Mathematical principle¶

IRIV classifies each variable into four categories at each iteration: strongly informative, weakly informative, uninformative, interfering. The first two are retained, the last two eliminated. Iteration continues until no further interfering variables remain.

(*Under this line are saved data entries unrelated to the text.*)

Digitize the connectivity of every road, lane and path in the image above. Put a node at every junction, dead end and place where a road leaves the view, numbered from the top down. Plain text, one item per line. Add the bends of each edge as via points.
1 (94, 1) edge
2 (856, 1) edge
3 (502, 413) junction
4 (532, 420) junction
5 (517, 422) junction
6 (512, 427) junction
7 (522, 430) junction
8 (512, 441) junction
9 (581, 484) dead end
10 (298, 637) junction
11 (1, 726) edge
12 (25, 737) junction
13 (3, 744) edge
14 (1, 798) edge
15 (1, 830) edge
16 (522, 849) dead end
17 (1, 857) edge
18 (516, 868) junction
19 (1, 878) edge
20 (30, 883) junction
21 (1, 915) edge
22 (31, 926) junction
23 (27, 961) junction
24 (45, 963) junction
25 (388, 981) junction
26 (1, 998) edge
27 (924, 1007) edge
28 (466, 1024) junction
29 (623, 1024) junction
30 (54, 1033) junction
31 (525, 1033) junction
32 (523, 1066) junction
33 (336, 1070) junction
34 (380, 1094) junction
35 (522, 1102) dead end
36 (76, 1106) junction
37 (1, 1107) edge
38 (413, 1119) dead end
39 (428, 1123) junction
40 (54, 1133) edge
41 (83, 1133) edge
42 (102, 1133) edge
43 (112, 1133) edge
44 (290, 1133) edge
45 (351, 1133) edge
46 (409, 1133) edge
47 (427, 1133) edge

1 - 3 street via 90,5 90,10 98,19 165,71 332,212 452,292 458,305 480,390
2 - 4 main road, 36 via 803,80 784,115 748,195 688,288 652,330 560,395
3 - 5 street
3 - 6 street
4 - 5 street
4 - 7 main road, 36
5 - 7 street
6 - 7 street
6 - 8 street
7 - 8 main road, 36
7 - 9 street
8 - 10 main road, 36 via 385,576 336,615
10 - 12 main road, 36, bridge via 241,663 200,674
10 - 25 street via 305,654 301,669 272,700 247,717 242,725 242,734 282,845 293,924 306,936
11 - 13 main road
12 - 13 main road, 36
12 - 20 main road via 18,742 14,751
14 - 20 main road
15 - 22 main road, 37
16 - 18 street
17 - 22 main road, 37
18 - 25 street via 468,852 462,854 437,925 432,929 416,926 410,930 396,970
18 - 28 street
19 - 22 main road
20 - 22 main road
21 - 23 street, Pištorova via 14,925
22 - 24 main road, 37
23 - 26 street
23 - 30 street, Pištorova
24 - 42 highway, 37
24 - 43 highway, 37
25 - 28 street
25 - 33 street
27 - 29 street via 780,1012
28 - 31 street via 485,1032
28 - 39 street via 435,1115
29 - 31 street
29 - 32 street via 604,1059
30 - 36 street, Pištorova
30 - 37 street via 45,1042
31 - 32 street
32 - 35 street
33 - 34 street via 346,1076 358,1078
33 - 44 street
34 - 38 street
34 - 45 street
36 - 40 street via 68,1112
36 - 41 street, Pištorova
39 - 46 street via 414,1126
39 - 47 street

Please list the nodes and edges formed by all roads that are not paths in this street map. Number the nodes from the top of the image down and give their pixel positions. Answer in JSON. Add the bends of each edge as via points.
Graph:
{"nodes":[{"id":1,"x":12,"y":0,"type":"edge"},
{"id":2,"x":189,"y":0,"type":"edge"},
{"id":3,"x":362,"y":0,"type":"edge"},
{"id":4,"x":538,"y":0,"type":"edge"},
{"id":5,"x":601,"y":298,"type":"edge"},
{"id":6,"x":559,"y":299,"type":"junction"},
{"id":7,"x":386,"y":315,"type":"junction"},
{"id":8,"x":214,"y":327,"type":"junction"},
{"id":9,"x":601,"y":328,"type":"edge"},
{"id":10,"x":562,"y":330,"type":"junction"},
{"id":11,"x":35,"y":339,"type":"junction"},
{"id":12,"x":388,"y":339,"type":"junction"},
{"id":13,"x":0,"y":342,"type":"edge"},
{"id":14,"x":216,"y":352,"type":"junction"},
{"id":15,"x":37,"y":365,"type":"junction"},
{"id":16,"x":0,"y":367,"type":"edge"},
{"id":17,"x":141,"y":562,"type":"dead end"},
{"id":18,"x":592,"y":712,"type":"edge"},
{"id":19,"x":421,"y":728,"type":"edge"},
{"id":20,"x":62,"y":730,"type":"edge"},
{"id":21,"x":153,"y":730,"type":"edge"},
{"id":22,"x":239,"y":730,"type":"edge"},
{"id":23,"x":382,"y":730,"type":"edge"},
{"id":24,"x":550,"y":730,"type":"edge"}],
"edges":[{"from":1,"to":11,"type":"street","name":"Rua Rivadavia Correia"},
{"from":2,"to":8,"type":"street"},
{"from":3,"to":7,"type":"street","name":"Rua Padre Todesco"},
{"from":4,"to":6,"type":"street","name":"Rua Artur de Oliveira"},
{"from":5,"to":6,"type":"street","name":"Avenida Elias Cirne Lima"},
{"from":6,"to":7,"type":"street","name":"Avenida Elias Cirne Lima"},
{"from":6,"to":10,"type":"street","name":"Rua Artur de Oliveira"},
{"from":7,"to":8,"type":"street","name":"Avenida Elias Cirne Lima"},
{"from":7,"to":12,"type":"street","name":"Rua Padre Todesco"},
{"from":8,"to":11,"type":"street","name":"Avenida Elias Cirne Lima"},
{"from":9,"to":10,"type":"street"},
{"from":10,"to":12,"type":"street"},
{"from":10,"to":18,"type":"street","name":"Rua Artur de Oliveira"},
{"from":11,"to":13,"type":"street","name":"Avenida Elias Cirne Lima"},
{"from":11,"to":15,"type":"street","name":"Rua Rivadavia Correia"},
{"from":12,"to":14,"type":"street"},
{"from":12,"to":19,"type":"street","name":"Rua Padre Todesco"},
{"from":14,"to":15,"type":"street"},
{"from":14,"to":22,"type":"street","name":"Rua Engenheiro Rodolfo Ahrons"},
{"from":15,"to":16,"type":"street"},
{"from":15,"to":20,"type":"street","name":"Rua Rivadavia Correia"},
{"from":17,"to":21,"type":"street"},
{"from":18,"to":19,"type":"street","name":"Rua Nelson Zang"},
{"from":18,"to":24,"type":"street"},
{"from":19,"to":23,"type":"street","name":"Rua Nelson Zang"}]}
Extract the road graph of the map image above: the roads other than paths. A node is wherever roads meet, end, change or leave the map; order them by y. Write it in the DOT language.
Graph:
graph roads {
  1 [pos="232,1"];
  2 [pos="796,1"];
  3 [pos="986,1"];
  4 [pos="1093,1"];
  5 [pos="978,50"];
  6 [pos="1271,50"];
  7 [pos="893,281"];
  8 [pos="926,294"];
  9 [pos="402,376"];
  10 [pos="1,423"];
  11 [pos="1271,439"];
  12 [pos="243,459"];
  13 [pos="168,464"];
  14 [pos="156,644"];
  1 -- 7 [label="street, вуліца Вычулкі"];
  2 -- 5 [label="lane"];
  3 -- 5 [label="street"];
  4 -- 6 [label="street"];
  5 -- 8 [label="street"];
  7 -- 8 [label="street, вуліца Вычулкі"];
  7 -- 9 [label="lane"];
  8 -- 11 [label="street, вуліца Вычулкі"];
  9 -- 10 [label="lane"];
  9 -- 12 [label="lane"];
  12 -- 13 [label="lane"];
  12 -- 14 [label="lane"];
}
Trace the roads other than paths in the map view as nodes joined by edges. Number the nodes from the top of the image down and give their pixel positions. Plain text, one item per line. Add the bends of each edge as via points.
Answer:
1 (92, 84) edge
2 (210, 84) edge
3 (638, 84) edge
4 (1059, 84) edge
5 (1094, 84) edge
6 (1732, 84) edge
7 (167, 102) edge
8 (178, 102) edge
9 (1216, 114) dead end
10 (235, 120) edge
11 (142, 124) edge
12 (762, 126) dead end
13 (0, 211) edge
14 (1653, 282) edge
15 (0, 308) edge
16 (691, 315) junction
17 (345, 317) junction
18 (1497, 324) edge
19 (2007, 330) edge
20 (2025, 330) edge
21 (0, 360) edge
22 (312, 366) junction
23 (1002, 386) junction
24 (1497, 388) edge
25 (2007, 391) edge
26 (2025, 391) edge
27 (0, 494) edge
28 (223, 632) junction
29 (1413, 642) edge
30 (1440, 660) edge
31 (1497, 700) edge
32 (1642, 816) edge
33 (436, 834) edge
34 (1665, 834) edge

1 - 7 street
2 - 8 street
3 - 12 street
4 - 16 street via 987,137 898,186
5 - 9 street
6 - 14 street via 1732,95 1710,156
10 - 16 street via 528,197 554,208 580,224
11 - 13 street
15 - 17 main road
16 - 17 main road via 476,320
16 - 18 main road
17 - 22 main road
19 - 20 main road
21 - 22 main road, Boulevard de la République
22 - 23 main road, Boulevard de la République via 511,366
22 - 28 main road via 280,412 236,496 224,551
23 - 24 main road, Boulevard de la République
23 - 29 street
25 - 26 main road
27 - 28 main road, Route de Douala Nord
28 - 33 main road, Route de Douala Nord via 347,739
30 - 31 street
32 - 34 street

Categories are determined by Monte-Carlo subset analysis with a permutation-based reference distribution: each variable’s CV-RMSE contribution distribution is compared against the distribution under random subset inclusion. This four-way classification is more nuanced than single-threshold methods and tends to handle correlated predictors well (correlated features can both be ‘weakly informative’).

Implementation¶

n4m_feature_selection_iriv_select.

R roxygen note (methods_extra.R::iriv_select):

IRIV — Iteratively Retains Informative Variables. @param n_components Integer. Number of latent components. @param max_rounds Method-specific parameter. See the underlying *_fit() function for the exact semantics. @param seed Integer. Random seed for reproducibility. @param X Numeric matrix of predictors (rows = samples, cols = features). @param Y Numeric matrix or vector of responses, with one row per sample. @export

Usage¶

Every pls4all binding tab dispatches into the same C kernel; the external libraries listed at the bottom of the page are the parity references registered in benchmarks.parity_timing.registry. Switch tabs to read the same fit in your language. The R package now ships drop-in-compatible facades for the CRAN pls package (plsr, pcr, mvr) and for the mdatools::pls(x, y, ...) matrix idiom — those tabs appear only on the methods that have a meaningful equivalence.

pls4all bindings

C ABI · libn4m

/* C ABI — libn4m */
n4m_context_t* ctx = n4m_context_create();
n4m_config_t*  cfg = n4m_config_create();
n4m_method_result_t* res = NULL;
n4m_feature_selection_iriv_select(ctx, cfg, &x_view, &y_view, /* hyperparams */, &res);
/* … read coefficients / mask / scores via */
/* n4m_method_result_get_double_matrix / vector / scalar … */
n4m_method_result_destroy(res);
n4m_config_destroy(cfg);
n4m_context_destroy(ctx);

Python · pls4all (raw)

import pls4all
from pls4all._methods import iriv_select_fit
with pls4all.Context() as ctx, pls4all.Config() as cfg:
    res = iriv_select_fit(ctx, cfg, X, y, n_components=4)
# then: res.matrix("predictions"), res.matrix("coefficients"),
# res.vector("mask"), res.scalar("intercept"), …

Python · pls4all.sklearn

from pls4all.sklearn import IRIVSelector
mdl = IRIVSelector(n_components=2, max_rounds=5, n_folds=5, seed=0)
mdl.fit(X, y)
y_hat = mdl.predict(X_test)

R · pls4all_method()

library(pls4all)
# Unified low-level dispatcher (May 2026 R cleanup):
res <- pls4all_method("iriv_select", X, y,
                      n_components = 4L, params = list(max_rounds = 3L, fold = 3L, seed = 11L))
# res is a named list with MethodResult arrays/scalars.
# selected_indices / top_k_intervals are 1-based.

R · pls4all (raw fn)

library(pls4all)
res  <- iriv_select(X, Y, n_components, max_rounds = 20L, seed = 0L)
yhat <- pls4all_predict(res, X_test)

MATLAB · pls4all (MEX)

res = pls4all.iriv_select(X, y, 4);
% see header of bindings/matlab/+pls4all/iriv_select.m for full
% parameter surface:
%   res = iriv_select(X, Y, n_components, max_rounds, seed)
yhat = predict(res, Xtest);

MATLAB · pls4all (classdef)

No idiomatic classdef wrapper — invoke pls4all.fit("iriv_select", X, y, …) directly from the unified MEX factory.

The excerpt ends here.